• [Activity]:
Write down each entry precisely as given.

• [Source information]:
•••••
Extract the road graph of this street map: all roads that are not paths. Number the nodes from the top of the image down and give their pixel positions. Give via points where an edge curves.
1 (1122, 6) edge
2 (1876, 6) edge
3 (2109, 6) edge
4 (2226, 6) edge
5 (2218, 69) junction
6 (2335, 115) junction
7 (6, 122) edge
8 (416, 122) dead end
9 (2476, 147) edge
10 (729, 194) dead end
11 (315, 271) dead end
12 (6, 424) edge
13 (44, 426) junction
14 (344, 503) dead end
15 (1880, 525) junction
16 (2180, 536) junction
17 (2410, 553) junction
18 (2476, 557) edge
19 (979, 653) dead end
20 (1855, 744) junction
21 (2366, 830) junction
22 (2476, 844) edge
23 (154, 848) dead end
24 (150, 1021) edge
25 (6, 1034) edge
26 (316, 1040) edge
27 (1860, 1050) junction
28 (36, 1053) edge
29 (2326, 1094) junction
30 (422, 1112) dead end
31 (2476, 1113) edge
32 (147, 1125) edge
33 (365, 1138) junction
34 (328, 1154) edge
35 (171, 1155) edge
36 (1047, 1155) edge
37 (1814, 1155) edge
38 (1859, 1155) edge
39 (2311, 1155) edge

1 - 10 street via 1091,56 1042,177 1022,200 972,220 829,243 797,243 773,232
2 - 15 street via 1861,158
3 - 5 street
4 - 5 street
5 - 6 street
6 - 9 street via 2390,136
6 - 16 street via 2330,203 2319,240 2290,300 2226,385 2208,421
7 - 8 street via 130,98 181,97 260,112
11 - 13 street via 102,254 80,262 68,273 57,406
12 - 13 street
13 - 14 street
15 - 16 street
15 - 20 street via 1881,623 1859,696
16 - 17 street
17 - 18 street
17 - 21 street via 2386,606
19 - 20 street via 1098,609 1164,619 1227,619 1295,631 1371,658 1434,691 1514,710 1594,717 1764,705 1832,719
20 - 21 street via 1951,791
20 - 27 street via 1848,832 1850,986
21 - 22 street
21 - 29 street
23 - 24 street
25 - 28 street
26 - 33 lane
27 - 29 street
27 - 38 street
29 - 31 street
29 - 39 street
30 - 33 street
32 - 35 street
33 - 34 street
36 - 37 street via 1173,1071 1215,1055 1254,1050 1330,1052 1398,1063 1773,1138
•••••
• [Output below]:
Extract the road graph of this street map: all roads that are not paths. Number the nodes from the top of the image down and give their pixel positions. Give via points where an edge curves.
1 (1122, 6) edge
2 (1876, 6) edge
3 (2109, 6) edge
4 (2226, 6) edge
5 (2218, 69) junction
6 (2335, 115) junction
7 (6, 122) edge
8 (416, 122) dead end
9 (2476, 147) edge
10 (729, 194) dead end
11 (315, 271) dead end
12 (6, 424) edge
13 (44, 426) junction
14 (344, 503) dead end
15 (1880, 525) junction
16 (2180, 536) junction
17 (2410, 553) junction
18 (2476, 557) edge
19 (979, 653) dead end
20 (1855, 744) junction
21 (2366, 830) junction
22 (2476, 844) edge
23 (154, 848) dead end
24 (150, 1021) edge
25 (6, 1034) edge
26 (316, 1040) edge
27 (1860, 1050) junction
28 (36, 1053) edge
29 (2326, 1094) junction
30 (422, 1112) dead end
31 (2476, 1113) edge
32 (147, 1125) edge
33 (365, 1138) junction
34 (328, 1154) edge
35 (171, 1155) edge
36 (1047, 1155) edge
37 (1814, 1155) edge
38 (1859, 1155) edge
39 (2311, 1155) edge

1 - 10 street via 1091,56 1042,177 1022,200 972,220 829,243 797,243 773,232
2 - 15 street via 1861,158
3 - 5 street
4 - 5 street
5 - 6 street
6 - 9 street via 2390,136
6 - 16 street via 2330,203 2319,240 2290,300 2226,385 2208,421
7 - 8 street via 130,98 181,97 260,112
11 - 13 street via 102,254 80,262 68,273 57,406
12 - 13 street
13 - 14 street
15 - 16 street
15 - 20 street via 1881,623 1859,696
16 - 17 street
17 - 18 street
17 - 21 street via 2386,606
19 - 20 street via 1098,609 1164,619 1227,619 1295,631 1371,658 1434,691 1514,710 1594,717 1764,705 1832,719
20 - 21 street via 1951,791
20 - 27 street via 1848,832 1850,986
21 - 22 street
21 - 29 street
23 - 24 street
25 - 28 street
26 - 33 lane
27 - 29 street
27 - 38 street
29 - 31 street
29 - 39 street
30 - 33 street
32 - 35 street
33 - 34 street
36 - 37 street via 1173,1071 1215,1055 1254,1050 1330,1052 1398,1063 1773,1138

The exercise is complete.